### Data provided:
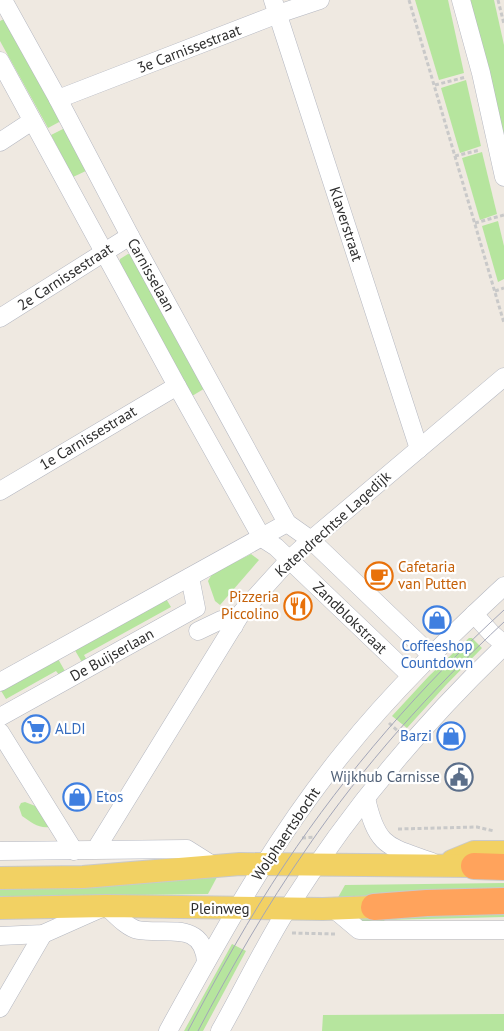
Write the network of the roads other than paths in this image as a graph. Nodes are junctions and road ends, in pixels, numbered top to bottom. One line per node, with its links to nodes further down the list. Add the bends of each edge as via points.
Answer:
1 (3, 0): 6 (street, Carnisselaan)
2 (320, 0): 4 (street, 3e Carnissestraat)
3 (462, 0): 9 (street)
4 (275, 7): 6 (street, 3e Carnissestraat); 15 (street, Klaverstraat)
5 (0, 62): 7 (street, Carnisselaan)
6 (58, 99): 10 (street, Carnisselaan)
7 (32, 121): 8 (street); 11 (street, Carnisselaan)
8 (0, 142)
9 (504, 177)
10 (130, 236): 11 (street, 2e Carnissestraat); 17 (street, Carnisselaan)
11 (104, 251): 12 (street, 2e Carnissestraat); 14 (street, Carnisselaan)
12 (0, 318)
13 (504, 377): 15 (street, Katendrechtse Lagedijk)
14 (177, 386): 16 (street, 1e Carnissestraat); 18 (street, Carnisselaan)
15 (419, 448): 19 (street, Katendrechtse Lagedijk)
16 (0, 491)
17 (288, 523): 18 (street, De Buijserlaan); 19 (street, Carnisselaan)
18 (262, 538): 20 (street, Carnisselaan); 21 (street, De Buijserlaan)
19 (311, 540): 20 (street, Katendrechtse Lagedijk); 27 (street, Zandblokstraat)
20 (289, 560): 24 (street, Katendrechtse Lagedijk, via 242,612); 28 (street, Zandblokstraat)
21 (190, 577): 29 (street, De Buijserlaan); 30 (street, De Buijserlaan, via 196,608)
22 (504, 586): 23 (street, Wolphaertsbocht)
23 (474, 614): 26 (street); 27 (street, Wolphaertsbocht)
24 (234, 626): 25 (street, via 221,620); 33 (street, Katendrechtse Lagedijk)
25 (198, 631)
26 (504, 645): 32 (street, via 465,683)
27 (431, 655): 28 (street, Wolphaertsbocht)
28 (410, 676): 37 (street, Wolphaertsbocht, via 343,752)
29 (0, 682)
30 (0, 717)
31 (0, 732): 34 (street)
32 (366, 798): 38 (street); 40 (street, via 376,831 385,843)
33 (96, 849): 34 (street); 39 (street, via 187,850)
34 (74, 851): 35 (street)
35 (0, 852)
36 (504, 852): 40 (main road, via 474,852)
37 (264, 865): 38 (main road); 39 (main road); 48 (street, Wolphaertsbocht)
38 (318, 865): 40 (main road); 49 (street)
39 (214, 866): 43 (main road, via 83,878)
40 (442, 866): 41 (main road)
41 (474, 866): 42 (highway)
42 (504, 866)
43 (0, 878)
44 (504, 901): 46 (highway, Pleinweg)
45 (106, 906): 47 (main road, Pleinweg); 48 (main road, Pleinweg); 52 (street, Pleinweg); 54 (street, Pleinweg, via 136,930 177,931 191,935 203,946)
46 (374, 906): 50 (main road, Pleinweg)
47 (0, 908)
48 (238, 908): 49 (main road, Pleinweg); 54 (street, Wolphaertsbocht)
49 (287, 909): 50 (main road, Pleinweg); 57 (street)
50 (334, 909): 51 (street, via 359,930)
51 (504, 930)
52 (43, 934): 53 (street, Pleinweg); 55 (street)
53 (0, 936)
54 (206, 962): 56 (street, Wolphaertsbocht)
55 (0, 1008)
56 (168, 1031)
57 (220, 1031)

### Task requirements:
The records, exactly as written but without images, should be returned.

### Worked solution:
Write the network of the roads other than paths in this image as a graph. Nodes are junctions and road ends, in pixels, numbered top to bottom. One line per node, with its links to nodes further down the list. Add the bends of each edge as via points.
Answer:
1 (3, 0): 6 (street, Carnisselaan)
2 (320, 0): 4 (street, 3e Carnissestraat)
3 (462, 0): 9 (street)
4 (275, 7): 6 (street, 3e Carnissestraat); 15 (street, Klaverstraat)
5 (0, 62): 7 (street, Carnisselaan)
6 (58, 99): 10 (street, Carnisselaan)
7 (32, 121): 8 (street); 11 (street, Carnisselaan)
8 (0, 142)
9 (504, 177)
10 (130, 236): 11 (street, 2e Carnissestraat); 17 (street, Carnisselaan)
11 (104, 251): 12 (street, 2e Carnissestraat); 14 (street, Carnisselaan)
12 (0, 318)
13 (504, 377): 15 (street, Katendrechtse Lagedijk)
14 (177, 386): 16 (street, 1e Carnissestraat); 18 (street, Carnisselaan)
15 (419, 448): 19 (street, Katendrechtse Lagedijk)
16 (0, 491)
17 (288, 523): 18 (street, De Buijserlaan); 19 (street, Carnisselaan)
18 (262, 538): 20 (street, Carnisselaan); 21 (street, De Buijserlaan)
19 (311, 540): 20 (street, Katendrechtse Lagedijk); 27 (street, Zandblokstraat)
20 (289, 560): 24 (street, Katendrechtse Lagedijk, via 242,612); 28 (street, Zandblokstraat)
21 (190, 577): 29 (street, De Buijserlaan); 30 (street, De Buijserlaan, via 196,608)
22 (504, 586): 23 (street, Wolphaertsbocht)
23 (474, 614): 26 (street); 27 (street, Wolphaertsbocht)
24 (234, 626): 25 (street, via 221,620); 33 (street, Katendrechtse Lagedijk)
25 (198, 631)
26 (504, 645): 32 (street, via 465,683)
27 (431, 655): 28 (street, Wolphaertsbocht)
28 (410, 676): 37 (street, Wolphaertsbocht, via 343,752)
29 (0, 682)
30 (0, 717)
31 (0, 732): 34 (street)
32 (366, 798): 38 (street); 40 (street, via 376,831 385,843)
33 (96, 849): 34 (street); 39 (street, via 187,850)
34 (74, 851): 35 (street)
35 (0, 852)
36 (504, 852): 40 (main road, via 474,852)
37 (264, 865): 38 (main road); 39 (main road); 48 (street, Wolphaertsbocht)
38 (318, 865): 40 (main road); 49 (street)
39 (214, 866): 43 (main road, via 83,878)
40 (442, 866): 41 (main road)
41 (474, 866): 42 (highway)
42 (504, 866)
43 (0, 878)
44 (504, 901): 46 (highway, Pleinweg)
45 (106, 906): 47 (main road, Pleinweg); 48 (main road, Pleinweg); 52 (street, Pleinweg); 54 (street, Pleinweg, via 136,930 177,931 191,935 203,946)
46 (374, 906): 50 (main road, Pleinweg)
47 (0, 908)
48 (238, 908): 49 (main road, Pleinweg); 54 (street, Wolphaertsbocht)
49 (287, 909): 50 (main road, Pleinweg); 57 (street)
50 (334, 909): 51 (street, via 359,930)
51 (504, 930)
52 (43, 934): 53 (street, Pleinweg); 55 (street)
53 (0, 936)
54 (206, 962): 56 (street, Wolphaertsbocht)
55 (0, 1008)
56 (168, 1031)
57 (220, 1031)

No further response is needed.